| Required work |
What is needed is an exact copy of the entries, with the pictures excluded.

| Records provided |
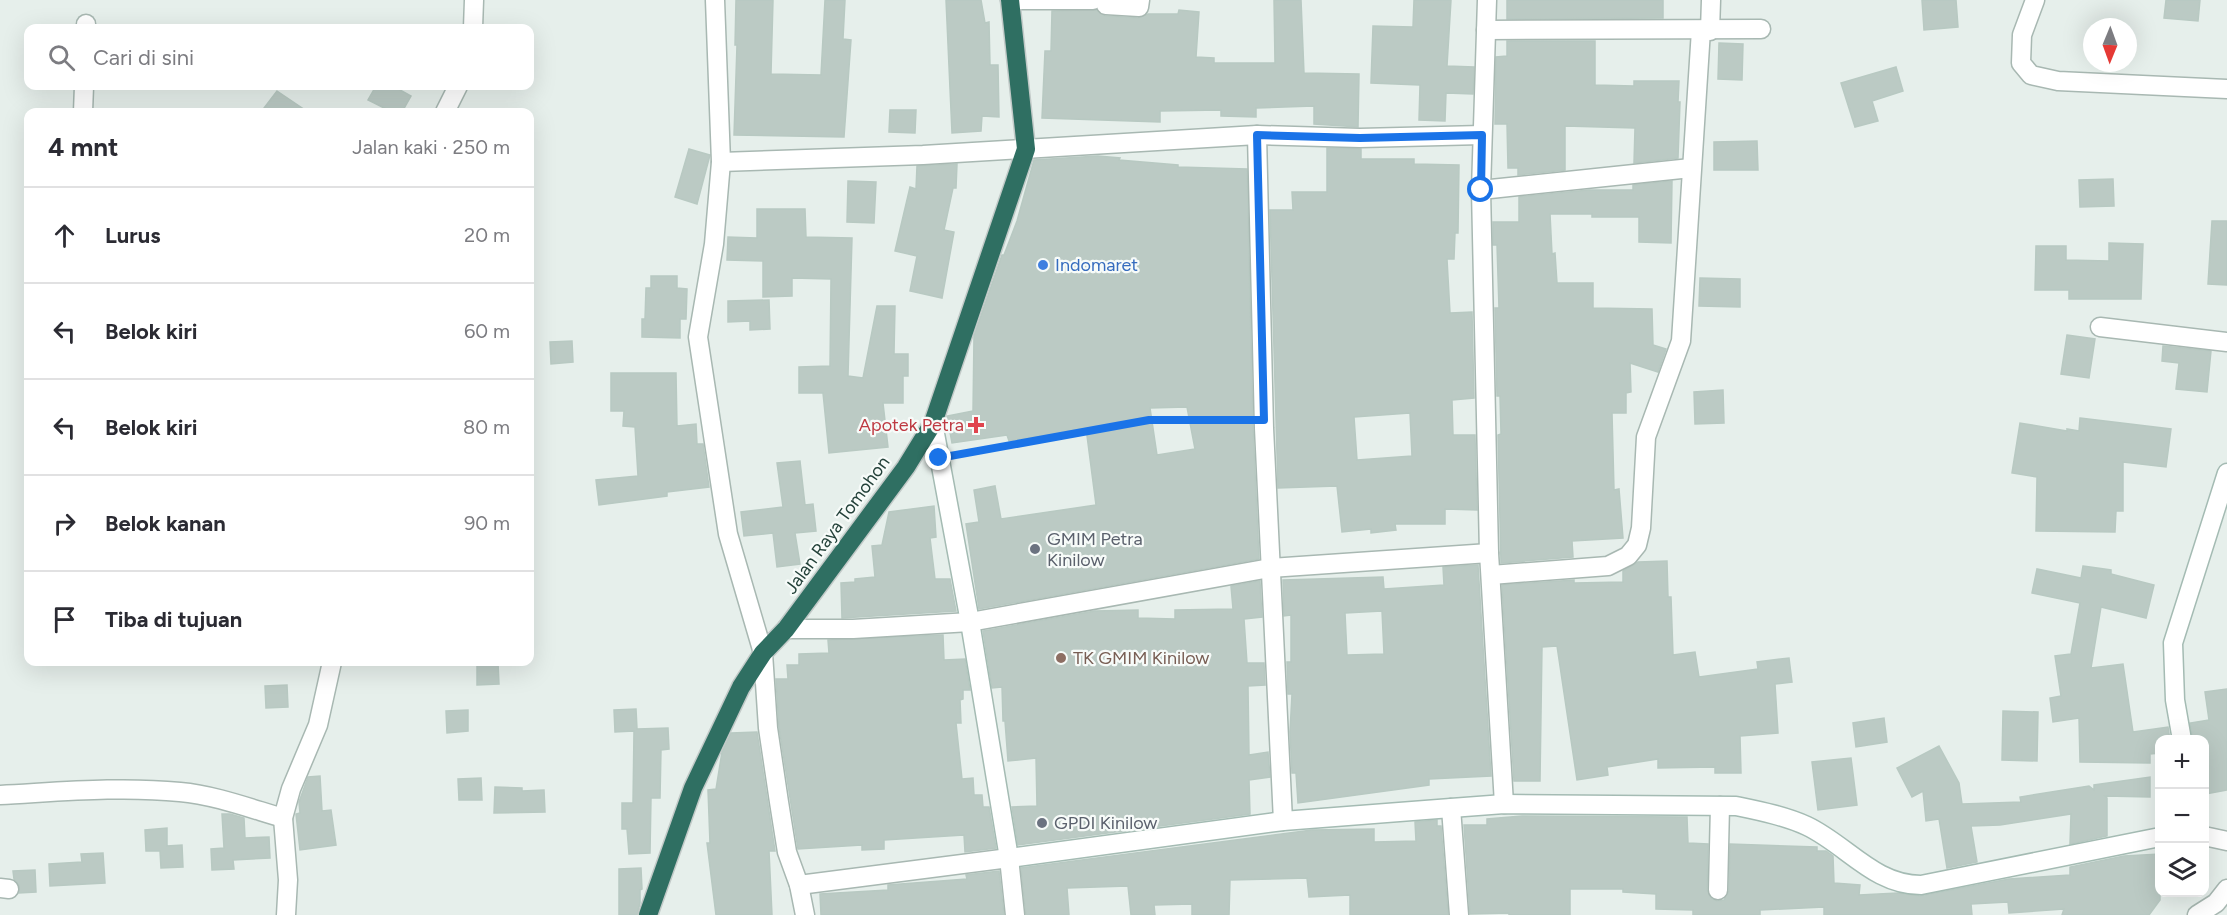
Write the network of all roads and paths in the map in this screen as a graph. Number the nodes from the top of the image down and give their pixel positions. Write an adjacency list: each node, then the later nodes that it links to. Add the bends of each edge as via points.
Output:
1 (474, 0): 10 (street)
2 (715, 0): 22 (street)
3 (1010, 0): 4 (street); 21 (highway, Jalan Raya Tomohon)
4 (1093, 0)
5 (1107, 0): 6 (street, via 1107,5 1139,7)
6 (1140, 0)
7 (1488, 0): 12 (street)
8 (1711, 0): 13 (street)
9 (2036, 0): 14 (street, via 2022,35 2021,63 2031,75 2058,81)
10 (473, 24)
11 (1761, 29): 13 (street)
12 (1486, 30): 13 (street); 20 (street)
13 (1705, 31): 23 (street)
14 (2227, 89)
15 (84, 90): 17 (street)
16 (456, 90): 18 (street)
17 (84, 108)
18 (447, 108)
19 (1257, 135): 20 (street); 21 (street); 27 (street)
20 (1482, 135): 24 (street)
21 (1026, 149): 22 (street); 28 (highway, Jalan Raya Tomohon)
22 (721, 162): 36 (street, via 714,244 698,337 728,534)
23 (1690, 168): 24 (street); 33 (street, via 1681,341 1646,437 1637,545 1628,556 1608,566)
24 (1481, 190): 31 (street)
25 (2100, 327): 26 (street)
26 (2227, 342)
27 (1264, 420): 29 (path, via 1149,420); 32 (street)
28 (933, 423): 29 (street); 35 (highway, Jalan Raya Tomohon, via 906,467)
29 (939, 458): 34 (street)
30 (2227, 473): 38 (street, via 2173,643 2175,700)
31 (1489, 553): 32 (street); 33 (street)
32 (1270, 568): 34 (street); 44 (street)
33 (1491, 575): 40 (street)
34 (970, 622): 35 (street); 48 (street)
35 (786, 629): 36 (highway, Jalan Raya Tomohon)
36 (763, 653): 49 (street, via 768,728 780,812 787,852); 53 (highway, Jalan Raya Tomohon, via 741,687 693,788)
37 (331, 666): 43 (street, via 318,725)
38 (2181, 735)
39 (0, 795): 43 (street, via 182,792)
40 (1504, 804): 41 (street); 42 (street)
41 (1720, 806): 46 (street, via 1760,811 1808,827 1884,878 1908,885); 51 (street)
42 (1451, 808): 44 (street); 56 (street)
43 (283, 818): 52 (street, via 288,880)
44 (1283, 820): 48 (street)
45 (2209, 837): 47 (street)
46 (2155, 838)
47 (2227, 841)
48 (1009, 858): 49 (street); 55 (street)
49 (799, 885): 54 (street)
50 (2227, 889): 57 (street, via 2216,903)
51 (1718, 890)
52 (286, 915)
53 (648, 915)
54 (805, 915)
55 (1016, 915)
56 (1459, 915)
57 (2198, 915)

| Answer area |
Write the network of all roads and paths in the map in this screen as a graph. Number the nodes from the top of the image down and give their pixel positions. Write an adjacency list: each node, then the later nodes that it links to. Add the bends of each edge as via points.
Output:
1 (474, 0): 10 (street)
2 (715, 0): 22 (street)
3 (1010, 0): 4 (street); 21 (highway, Jalan Raya Tomohon)
4 (1093, 0)
5 (1107, 0): 6 (street, via 1107,5 1139,7)
6 (1140, 0)
7 (1488, 0): 12 (street)
8 (1711, 0): 13 (street)
9 (2036, 0): 14 (street, via 2022,35 2021,63 2031,75 2058,81)
10 (473, 24)
11 (1761, 29): 13 (street)
12 (1486, 30): 13 (street); 20 (street)
13 (1705, 31): 23 (street)
14 (2227, 89)
15 (84, 90): 17 (street)
16 (456, 90): 18 (street)
17 (84, 108)
18 (447, 108)
19 (1257, 135): 20 (street); 21 (street); 27 (street)
20 (1482, 135): 24 (street)
21 (1026, 149): 22 (street); 28 (highway, Jalan Raya Tomohon)
22 (721, 162): 36 (street, via 714,244 698,337 728,534)
23 (1690, 168): 24 (street); 33 (street, via 1681,341 1646,437 1637,545 1628,556 1608,566)
24 (1481, 190): 31 (street)
25 (2100, 327): 26 (street)
26 (2227, 342)
27 (1264, 420): 29 (path, via 1149,420); 32 (street)
28 (933, 423): 29 (street); 35 (highway, Jalan Raya Tomohon, via 906,467)
29 (939, 458): 34 (street)
30 (2227, 473): 38 (street, via 2173,643 2175,700)
31 (1489, 553): 32 (street); 33 (street)
32 (1270, 568): 34 (street); 44 (street)
33 (1491, 575): 40 (street)
34 (970, 622): 35 (street); 48 (street)
35 (786, 629): 36 (highway, Jalan Raya Tomohon)
36 (763, 653): 49 (street, via 768,728 780,812 787,852); 53 (highway, Jalan Raya Tomohon, via 741,687 693,788)
37 (331, 666): 43 (street, via 318,725)
38 (2181, 735)
39 (0, 795): 43 (street, via 182,792)
40 (1504, 804): 41 (street); 42 (street)
41 (1720, 806): 46 (street, via 1760,811 1808,827 1884,878 1908,885); 51 (street)
42 (1451, 808): 44 (street); 56 (street)
43 (283, 818): 52 (street, via 288,880)
44 (1283, 820): 48 (street)
45 (2209, 837): 47 (street)
46 (2155, 838)
47 (2227, 841)
48 (1009, 858): 49 (street); 55 (street)
49 (799, 885): 54 (street)
50 (2227, 889): 57 (street, via 2216,903)
51 (1718, 890)
52 (286, 915)
53 (648, 915)
54 (805, 915)
55 (1016, 915)
56 (1459, 915)
57 (2198, 915)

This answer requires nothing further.